*PROBLEM DETAILS*
Given the records below, set each one down again exactly as it reads.

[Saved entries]
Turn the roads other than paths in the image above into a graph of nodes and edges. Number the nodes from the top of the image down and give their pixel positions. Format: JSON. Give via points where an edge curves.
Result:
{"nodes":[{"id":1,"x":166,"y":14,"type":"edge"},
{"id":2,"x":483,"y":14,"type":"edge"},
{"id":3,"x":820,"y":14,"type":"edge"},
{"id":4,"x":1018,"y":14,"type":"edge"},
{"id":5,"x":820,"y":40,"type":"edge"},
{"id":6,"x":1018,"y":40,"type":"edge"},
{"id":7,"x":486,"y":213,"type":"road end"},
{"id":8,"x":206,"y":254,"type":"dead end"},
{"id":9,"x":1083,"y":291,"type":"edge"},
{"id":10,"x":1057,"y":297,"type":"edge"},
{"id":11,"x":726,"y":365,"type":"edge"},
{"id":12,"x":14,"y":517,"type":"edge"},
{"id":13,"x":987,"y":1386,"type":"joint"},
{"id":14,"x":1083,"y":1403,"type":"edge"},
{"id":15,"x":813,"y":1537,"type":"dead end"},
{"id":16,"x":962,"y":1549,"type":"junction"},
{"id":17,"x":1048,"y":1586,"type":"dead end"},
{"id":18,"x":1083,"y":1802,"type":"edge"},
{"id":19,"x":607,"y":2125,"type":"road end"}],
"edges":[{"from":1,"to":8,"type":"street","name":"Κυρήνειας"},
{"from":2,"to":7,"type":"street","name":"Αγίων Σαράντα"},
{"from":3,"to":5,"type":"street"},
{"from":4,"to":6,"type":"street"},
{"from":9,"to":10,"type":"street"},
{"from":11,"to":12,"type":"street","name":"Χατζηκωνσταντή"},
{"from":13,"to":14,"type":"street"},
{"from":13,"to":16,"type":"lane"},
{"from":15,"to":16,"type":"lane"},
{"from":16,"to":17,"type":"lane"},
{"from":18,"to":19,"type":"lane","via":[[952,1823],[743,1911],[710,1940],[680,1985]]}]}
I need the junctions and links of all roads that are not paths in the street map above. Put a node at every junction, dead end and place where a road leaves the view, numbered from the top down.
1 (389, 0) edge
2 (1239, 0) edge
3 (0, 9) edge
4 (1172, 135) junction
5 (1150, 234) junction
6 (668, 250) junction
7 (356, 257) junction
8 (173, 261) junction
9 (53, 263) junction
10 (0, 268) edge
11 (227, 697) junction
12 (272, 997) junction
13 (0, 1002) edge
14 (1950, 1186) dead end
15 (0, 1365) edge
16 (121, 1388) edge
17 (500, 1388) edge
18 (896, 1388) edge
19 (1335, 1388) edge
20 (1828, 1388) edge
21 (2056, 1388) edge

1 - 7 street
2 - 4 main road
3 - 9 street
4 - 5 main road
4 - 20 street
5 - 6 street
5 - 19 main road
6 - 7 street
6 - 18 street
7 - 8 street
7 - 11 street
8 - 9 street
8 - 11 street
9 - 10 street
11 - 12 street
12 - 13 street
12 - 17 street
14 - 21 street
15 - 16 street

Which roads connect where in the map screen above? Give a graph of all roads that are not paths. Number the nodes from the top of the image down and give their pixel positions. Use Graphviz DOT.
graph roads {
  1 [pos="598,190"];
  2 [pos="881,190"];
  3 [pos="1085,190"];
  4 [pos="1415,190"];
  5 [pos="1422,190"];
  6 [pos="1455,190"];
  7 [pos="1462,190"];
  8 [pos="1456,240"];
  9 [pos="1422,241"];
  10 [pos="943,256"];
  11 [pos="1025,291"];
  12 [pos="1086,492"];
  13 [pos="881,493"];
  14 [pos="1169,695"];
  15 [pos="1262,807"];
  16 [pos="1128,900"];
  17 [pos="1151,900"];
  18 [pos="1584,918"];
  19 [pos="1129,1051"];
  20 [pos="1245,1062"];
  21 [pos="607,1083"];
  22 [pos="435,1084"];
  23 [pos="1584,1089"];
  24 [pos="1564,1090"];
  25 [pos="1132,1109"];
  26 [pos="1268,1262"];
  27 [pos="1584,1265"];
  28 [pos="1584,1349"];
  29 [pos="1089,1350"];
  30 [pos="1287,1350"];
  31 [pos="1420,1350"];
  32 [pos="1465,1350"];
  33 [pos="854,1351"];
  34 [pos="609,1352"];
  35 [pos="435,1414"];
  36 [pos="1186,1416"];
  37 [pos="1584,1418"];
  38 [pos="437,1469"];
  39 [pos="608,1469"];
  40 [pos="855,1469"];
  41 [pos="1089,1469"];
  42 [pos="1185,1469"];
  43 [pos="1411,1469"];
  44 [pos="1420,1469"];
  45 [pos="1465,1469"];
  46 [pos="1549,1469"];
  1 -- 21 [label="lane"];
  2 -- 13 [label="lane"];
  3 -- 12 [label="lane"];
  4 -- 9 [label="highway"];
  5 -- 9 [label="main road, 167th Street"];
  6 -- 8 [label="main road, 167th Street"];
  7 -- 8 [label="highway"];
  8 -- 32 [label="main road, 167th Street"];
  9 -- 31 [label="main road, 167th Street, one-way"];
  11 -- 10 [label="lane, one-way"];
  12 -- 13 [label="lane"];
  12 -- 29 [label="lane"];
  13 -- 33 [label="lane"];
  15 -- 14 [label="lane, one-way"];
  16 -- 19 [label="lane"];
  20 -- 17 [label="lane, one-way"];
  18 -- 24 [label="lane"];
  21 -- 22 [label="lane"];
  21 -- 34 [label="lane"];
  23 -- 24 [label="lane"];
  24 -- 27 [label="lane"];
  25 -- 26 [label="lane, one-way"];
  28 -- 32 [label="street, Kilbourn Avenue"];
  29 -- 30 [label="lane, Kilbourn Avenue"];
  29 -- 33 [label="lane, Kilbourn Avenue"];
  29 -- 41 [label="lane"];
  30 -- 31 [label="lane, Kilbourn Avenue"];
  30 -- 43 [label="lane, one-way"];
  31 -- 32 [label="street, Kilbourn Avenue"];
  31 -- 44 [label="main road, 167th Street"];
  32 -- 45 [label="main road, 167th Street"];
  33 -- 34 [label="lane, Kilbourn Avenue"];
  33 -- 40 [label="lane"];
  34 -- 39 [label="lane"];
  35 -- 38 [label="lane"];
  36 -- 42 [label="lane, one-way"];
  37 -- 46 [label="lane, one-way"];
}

*THE COMPLETED TASK*
Turn the roads other than paths in the image above into a graph of nodes and edges. Number the nodes from the top of the image down and give their pixel positions. Format: JSON. Give via points where an edge curves.
Result:
{"nodes":[{"id":1,"x":166,"y":14,"type":"edge"},
{"id":2,"x":483,"y":14,"type":"edge"},
{"id":3,"x":820,"y":14,"type":"edge"},
{"id":4,"x":1018,"y":14,"type":"edge"},
{"id":5,"x":820,"y":40,"type":"edge"},
{"id":6,"x":1018,"y":40,"type":"edge"},
{"id":7,"x":486,"y":213,"type":"road end"},
{"id":8,"x":206,"y":254,"type":"dead end"},
{"id":9,"x":1083,"y":291,"type":"edge"},
{"id":10,"x":1057,"y":297,"type":"edge"},
{"id":11,"x":726,"y":365,"type":"edge"},
{"id":12,"x":14,"y":517,"type":"edge"},
{"id":13,"x":987,"y":1386,"type":"joint"},
{"id":14,"x":1083,"y":1403,"type":"edge"},
{"id":15,"x":813,"y":1537,"type":"dead end"},
{"id":16,"x":962,"y":1549,"type":"junction"},
{"id":17,"x":1048,"y":1586,"type":"dead end"},
{"id":18,"x":1083,"y":1802,"type":"edge"},
{"id":19,"x":607,"y":2125,"type":"road end"}],
"edges":[{"from":1,"to":8,"type":"street","name":"Κυρήνειας"},
{"from":2,"to":7,"type":"street","name":"Αγίων Σαράντα"},
{"from":3,"to":5,"type":"street"},
{"from":4,"to":6,"type":"street"},
{"from":9,"to":10,"type":"street"},
{"from":11,"to":12,"type":"street","name":"Χατζηκωνσταντή"},
{"from":13,"to":14,"type":"street"},
{"from":13,"to":16,"type":"lane"},
{"from":15,"to":16,"type":"lane"},
{"from":16,"to":17,"type":"lane"},
{"from":18,"to":19,"type":"lane","via":[[952,1823],[743,1911],[710,1940],[680,1985]]}]}
I need the junctions and links of all roads that are not paths in the street map above. Put a node at every junction, dead end and place where a road leaves the view, numbered from the top down.
1 (389, 0) edge
2 (1239, 0) edge
3 (0, 9) edge
4 (1172, 135) junction
5 (1150, 234) junction
6 (668, 250) junction
7 (356, 257) junction
8 (173, 261) junction
9 (53, 263) junction
10 (0, 268) edge
11 (227, 697) junction
12 (272, 997) junction
13 (0, 1002) edge
14 (1950, 1186) dead end
15 (0, 1365) edge
16 (121, 1388) edge
17 (500, 1388) edge
18 (896, 1388) edge
19 (1335, 1388) edge
20 (1828, 1388) edge
21 (2056, 1388) edge

1 - 7 street
2 - 4 main road
3 - 9 street
4 - 5 main road
4 - 20 street
5 - 6 street
5 - 19 main road
6 - 7 street
6 - 18 street
7 - 8 street
7 - 11 street
8 - 9 street
8 - 11 street
9 - 10 street
11 - 12 street
12 - 13 street
12 - 17 street
14 - 21 street
15 - 16 street

Which roads connect where in the map screen above? Give a graph of all roads that are not paths. Number the nodes from the top of the image down and give their pixel positions. Use Graphviz DOT.
graph roads {
  1 [pos="598,190"];
  2 [pos="881,190"];
  3 [pos="1085,190"];
  4 [pos="1415,190"];
  5 [pos="1422,190"];
  6 [pos="1455,190"];
  7 [pos="1462,190"];
  8 [pos="1456,240"];
  9 [pos="1422,241"];
  10 [pos="943,256"];
  11 [pos="1025,291"];
  12 [pos="1086,492"];
  13 [pos="881,493"];
  14 [pos="1169,695"];
  15 [pos="1262,807"];
  16 [pos="1128,900"];
  17 [pos="1151,900"];
  18 [pos="1584,918"];
  19 [pos="1129,1051"];
  20 [pos="1245,1062"];
  21 [pos="607,1083"];
  22 [pos="435,1084"];
  23 [pos="1584,1089"];
  24 [pos="1564,1090"];
  25 [pos="1132,1109"];
  26 [pos="1268,1262"];
  27 [pos="1584,1265"];
  28 [pos="1584,1349"];
  29 [pos="1089,1350"];
  30 [pos="1287,1350"];
  31 [pos="1420,1350"];
  32 [pos="1465,1350"];
  33 [pos="854,1351"];
  34 [pos="609,1352"];
  35 [pos="435,1414"];
  36 [pos="1186,1416"];
  37 [pos="1584,1418"];
  38 [pos="437,1469"];
  39 [pos="608,1469"];
  40 [pos="855,1469"];
  41 [pos="1089,1469"];
  42 [pos="1185,1469"];
  43 [pos="1411,1469"];
  44 [pos="1420,1469"];
  45 [pos="1465,1469"];
  46 [pos="1549,1469"];
  1 -- 21 [label="lane"];
  2 -- 13 [label="lane"];
  3 -- 12 [label="lane"];
  4 -- 9 [label="highway"];
  5 -- 9 [label="main road, 167th Street"];
  6 -- 8 [label="main road, 167th Street"];
  7 -- 8 [label="highway"];
  8 -- 32 [label="main road, 167th Street"];
  9 -- 31 [label="main road, 167th Street, one-way"];
  11 -- 10 [label="lane, one-way"];
  12 -- 13 [label="lane"];
  12 -- 29 [label="lane"];
  13 -- 33 [label="lane"];
  15 -- 14 [label="lane, one-way"];
  16 -- 19 [label="lane"];
  20 -- 17 [label="lane, one-way"];
  18 -- 24 [label="lane"];
  21 -- 22 [label="lane"];
  21 -- 34 [label="lane"];
  23 -- 24 [label="lane"];
  24 -- 27 [label="lane"];
  25 -- 26 [label="lane, one-way"];
  28 -- 32 [label="street, Kilbourn Avenue"];
  29 -- 30 [label="lane, Kilbourn Avenue"];
  29 -- 33 [label="lane, Kilbourn Avenue"];
  29 -- 41 [label="lane"];
  30 -- 31 [label="lane, Kilbourn Avenue"];
  30 -- 43 [label="lane, one-way"];
  31 -- 32 [label="street, Kilbourn Avenue"];
  31 -- 44 [label="main road, 167th Street"];
  32 -- 45 [label="main road, 167th Street"];
  33 -- 34 [label="lane, Kilbourn Avenue"];
  33 -- 40 [label="lane"];
  34 -- 39 [label="lane"];
  35 -- 38 [label="lane"];
  36 -- 42 [label="lane, one-way"];
  37 -- 46 [label="lane, one-way"];
}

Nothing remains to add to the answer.